The visit began at Stevenage Police station, which as well as being the main operational base for police officers in Stevenage, also houses one of the two modern custody suites which take in prisoners arrested from right across Hertfordshire. There the Commissioner met the newly appointed Head of Custody, Chief Inspector Michael Todd and discussed the operational management of the centres and the issues they face. This includes occasional “lorry drops” of groups of migrants in Hertfordshire, which can put considerable temporary space pressure on suites whilst the detainees are being  processed.

Mr Lloyd also viewed the custody cells and was taken through the procedure that a detainee experiences upon being brought into custody, including drug testing, if they have been arrested for specific trigger offences. This system was introduced in Hertfordshire in April and the Commissioner was given a demonstration of how the equipment works by one of the detention officers.

He also met two Independent Custody Visitors, who volunteer their time to visit and check the quality of the custody suites and report on detainees’ welfare issues regularly. There are currently 55 volunteers in place, who each make up to 8 visits a year.

The Commissioner then paid a visit to Stevenage Magistrates’ Court and observed a case in progress as well as talking to a judge and court officials about the issues they face. Promoting improvements to the efficiency of the the criminal justice system in Hertfordshire is a key focus for the Police and Crime Commissioner and was a key pledge in his recent election manifesto.

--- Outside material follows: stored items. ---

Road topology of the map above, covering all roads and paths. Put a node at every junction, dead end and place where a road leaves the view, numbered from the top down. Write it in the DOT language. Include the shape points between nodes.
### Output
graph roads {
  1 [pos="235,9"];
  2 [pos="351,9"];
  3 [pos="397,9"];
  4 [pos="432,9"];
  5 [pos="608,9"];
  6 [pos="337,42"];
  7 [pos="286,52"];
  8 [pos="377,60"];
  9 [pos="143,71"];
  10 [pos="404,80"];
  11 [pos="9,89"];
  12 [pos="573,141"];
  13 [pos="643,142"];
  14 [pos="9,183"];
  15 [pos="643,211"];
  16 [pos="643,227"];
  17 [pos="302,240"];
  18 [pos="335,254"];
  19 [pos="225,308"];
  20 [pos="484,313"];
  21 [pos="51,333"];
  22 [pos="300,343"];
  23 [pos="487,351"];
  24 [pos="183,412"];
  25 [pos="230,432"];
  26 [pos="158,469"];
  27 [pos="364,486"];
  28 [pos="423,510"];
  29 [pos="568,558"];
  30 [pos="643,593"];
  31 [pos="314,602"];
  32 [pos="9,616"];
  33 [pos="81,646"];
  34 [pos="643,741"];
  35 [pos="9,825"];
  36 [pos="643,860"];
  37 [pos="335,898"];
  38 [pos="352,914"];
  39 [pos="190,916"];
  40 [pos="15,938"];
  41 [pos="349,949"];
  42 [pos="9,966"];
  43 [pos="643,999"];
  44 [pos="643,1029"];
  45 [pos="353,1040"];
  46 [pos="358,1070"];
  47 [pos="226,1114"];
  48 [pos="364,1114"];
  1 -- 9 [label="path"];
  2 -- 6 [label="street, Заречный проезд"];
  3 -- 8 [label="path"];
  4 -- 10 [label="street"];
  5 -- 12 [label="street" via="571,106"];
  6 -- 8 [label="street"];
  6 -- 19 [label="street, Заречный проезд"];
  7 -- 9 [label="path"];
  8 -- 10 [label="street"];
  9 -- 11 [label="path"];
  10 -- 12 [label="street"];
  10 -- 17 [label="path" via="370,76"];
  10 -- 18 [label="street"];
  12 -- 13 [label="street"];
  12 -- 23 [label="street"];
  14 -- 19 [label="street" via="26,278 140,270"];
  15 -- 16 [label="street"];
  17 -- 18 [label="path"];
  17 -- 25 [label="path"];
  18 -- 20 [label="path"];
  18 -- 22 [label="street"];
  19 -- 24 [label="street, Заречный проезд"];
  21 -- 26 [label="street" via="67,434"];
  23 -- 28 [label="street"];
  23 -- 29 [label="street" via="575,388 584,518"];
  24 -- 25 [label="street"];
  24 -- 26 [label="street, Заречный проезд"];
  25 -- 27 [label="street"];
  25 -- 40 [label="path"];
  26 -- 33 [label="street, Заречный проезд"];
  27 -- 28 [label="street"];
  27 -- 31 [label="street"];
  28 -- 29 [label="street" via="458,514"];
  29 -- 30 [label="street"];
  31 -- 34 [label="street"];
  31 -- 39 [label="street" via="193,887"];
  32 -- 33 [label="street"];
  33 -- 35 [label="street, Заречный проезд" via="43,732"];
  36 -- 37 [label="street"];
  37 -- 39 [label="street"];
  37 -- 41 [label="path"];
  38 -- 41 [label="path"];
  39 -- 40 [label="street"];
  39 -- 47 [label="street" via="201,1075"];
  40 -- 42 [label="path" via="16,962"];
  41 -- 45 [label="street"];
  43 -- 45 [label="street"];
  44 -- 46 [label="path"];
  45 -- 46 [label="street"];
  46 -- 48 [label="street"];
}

Commissioner Lloyd has commissioned a review of the operation of the Criminal Justice Board in Hertfordshire with an intention to  help develop it as a focus for working with partners to improve the experience of victims and witnesses in the wider criminal justice system.
“We have already made great strides in improving the way in which victims are treated in the immediate aftermath of a crime and during the investigation. Sadly, it is still the case that things often go less well when victims come into contact with courts and the wider criminal justice system. I am determined to see big improvements in this area.”